The MIT Probabilistic Computing Project

The MIT Probabilistic Computing Project aims to build software and hardware systems that augment human and machine intelligence. We are currently focused on probabilistic programming. Probabilistic programming is an emerging field that draws on probability theory, programming languages, and systems programming to provide concise, expressive languages for modeling and general-purpose inference engines that both humans and machines can use. Our research projects include BayesDB and Picture, domain-specific probabilistic programming platforms aimed at augmenting intelligence in the fields of data science and computer vision, respectively. BayesDB, which is open source and in use by organizations like the Bill & Melinda Gates Foundation and JPMorgan, lets users who lack statistics training understand the probable implications of data by writing queries in a simple, SQL-like language. Picture, a probabilistic language being developed in collaboration with Microsoft, lets users solve hard computer vision problems such as inferring 3D models of faces, human bodies and novel generic objects from single images by writing short (<50 line) computer graphics programs that generate and render random scenes. Unlike bottom-up vision algorithms, Picture programs build on prior knowledge about scene structure and produce complete 3D wireframes that people can manipulate using ordinary graphics software. The core platform for our research is Venture, an interactive platform suitable for teaching and applications in fields ranging from statistics to robotics.

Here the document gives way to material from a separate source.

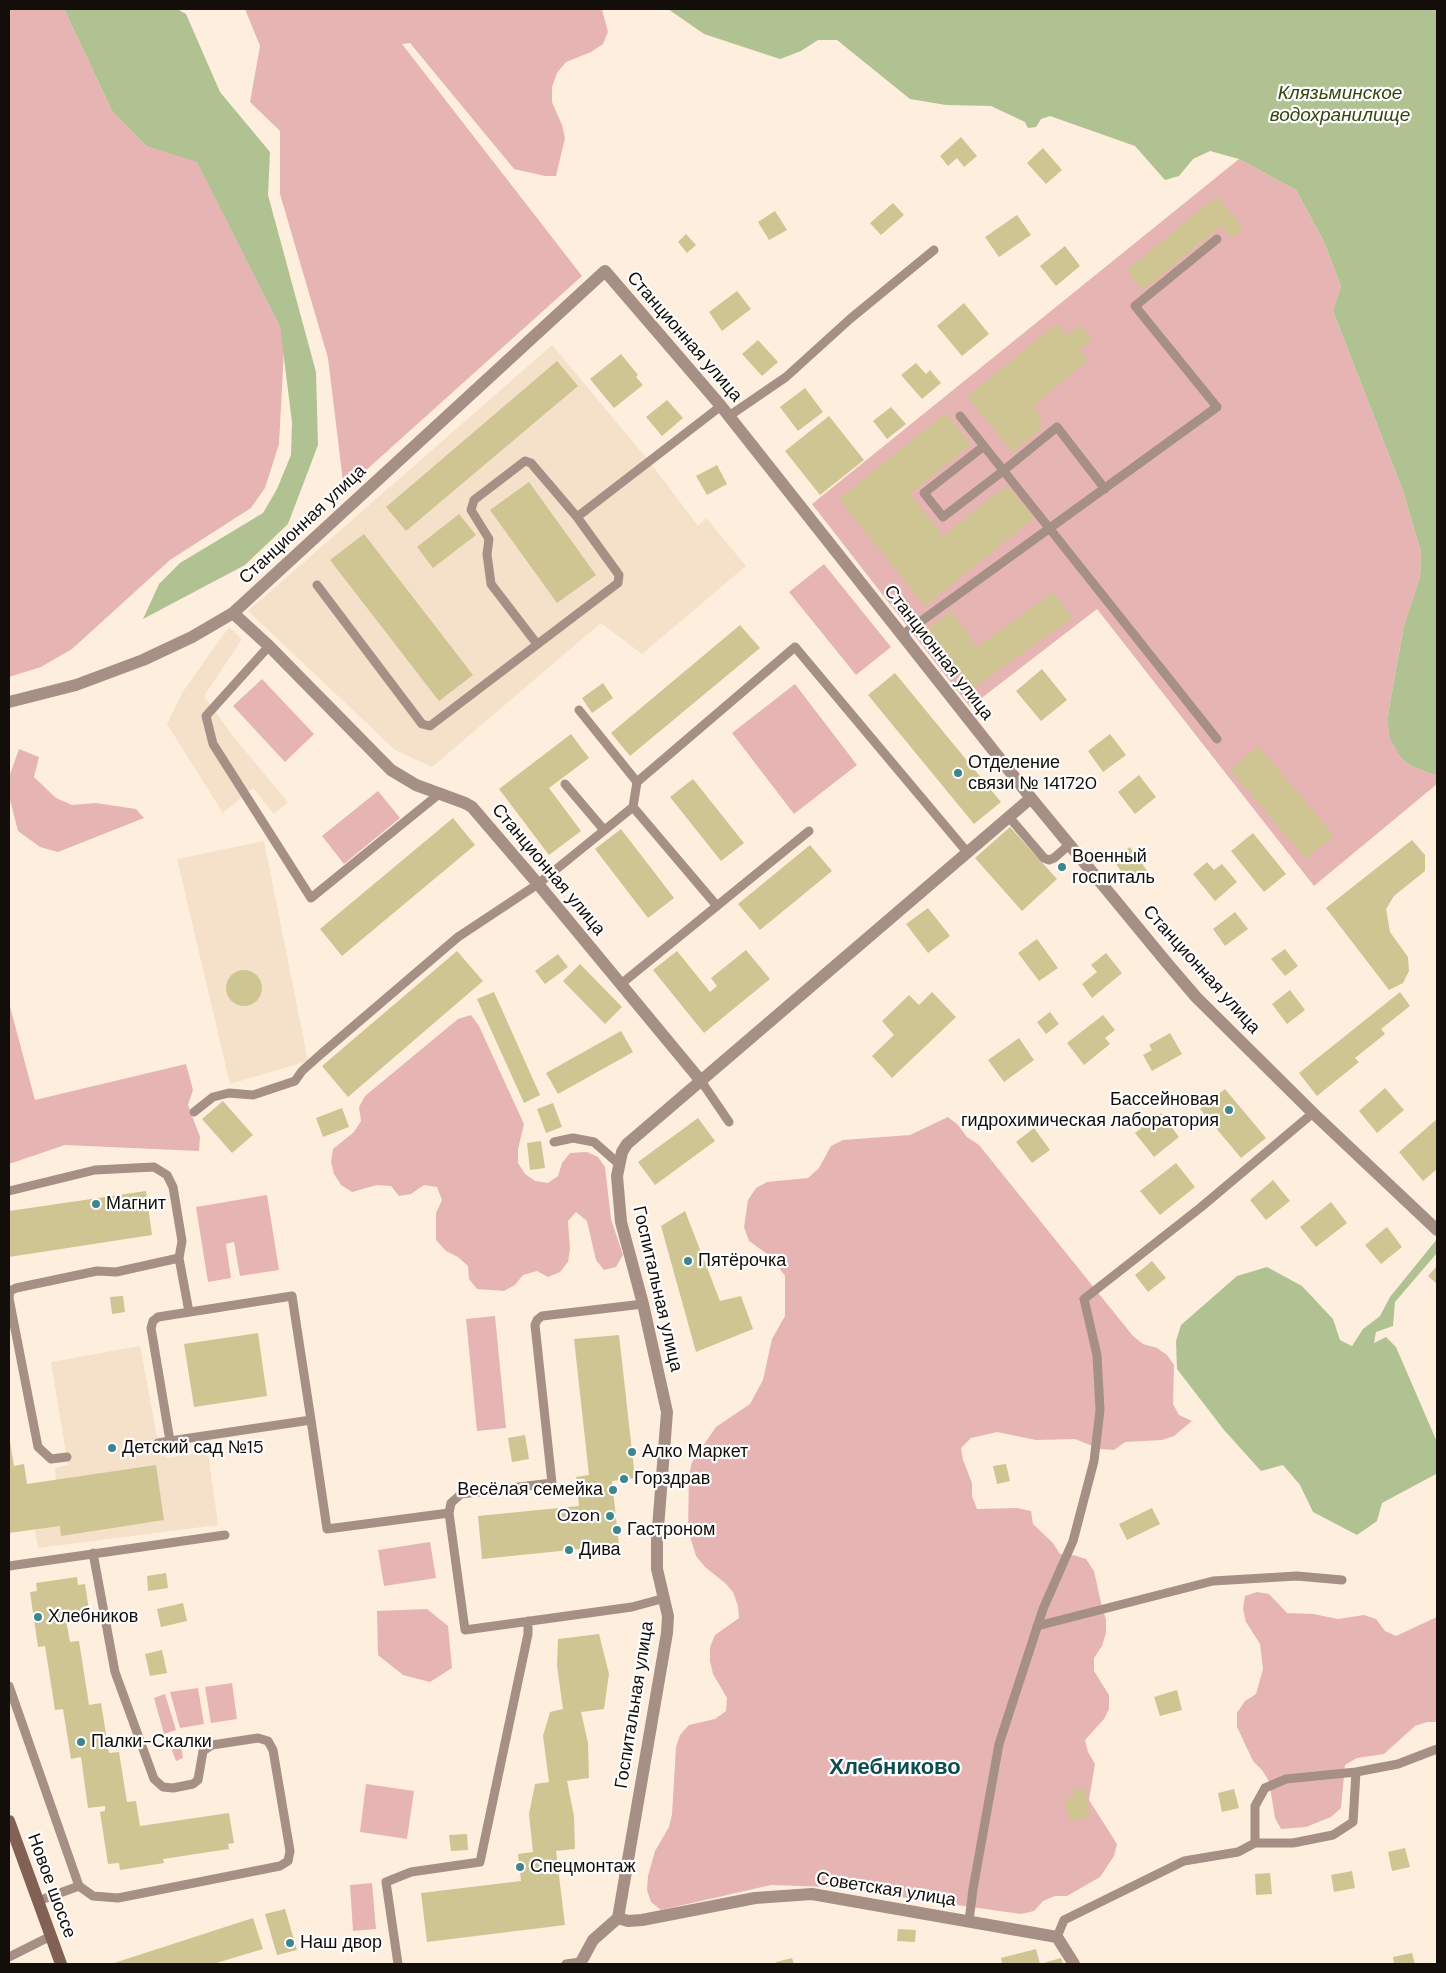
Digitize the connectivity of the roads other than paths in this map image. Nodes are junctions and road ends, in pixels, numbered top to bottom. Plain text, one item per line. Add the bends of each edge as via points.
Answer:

Is it possible to make statistical inference broadly accessible to non-statisticians without sacrificing mathematical rigor or inference quality? E.g. ‘INFER orbit_type FROM satellites WITH CONFIDENCE 0.7’ BayesDB is a probabilistic programming platform that enables users to query the probable implications of their data as directly as SQL databases enable them to query the data itself. The default modeling assumptions that BayesDB makes are suitable for a broad class of problems, but statisticians can customize these assumptions when necessary. BayesDB also enables domain experts that lack statistical expertise to perform qualitative model checking and encode simple forms of qualitative prior knowledge.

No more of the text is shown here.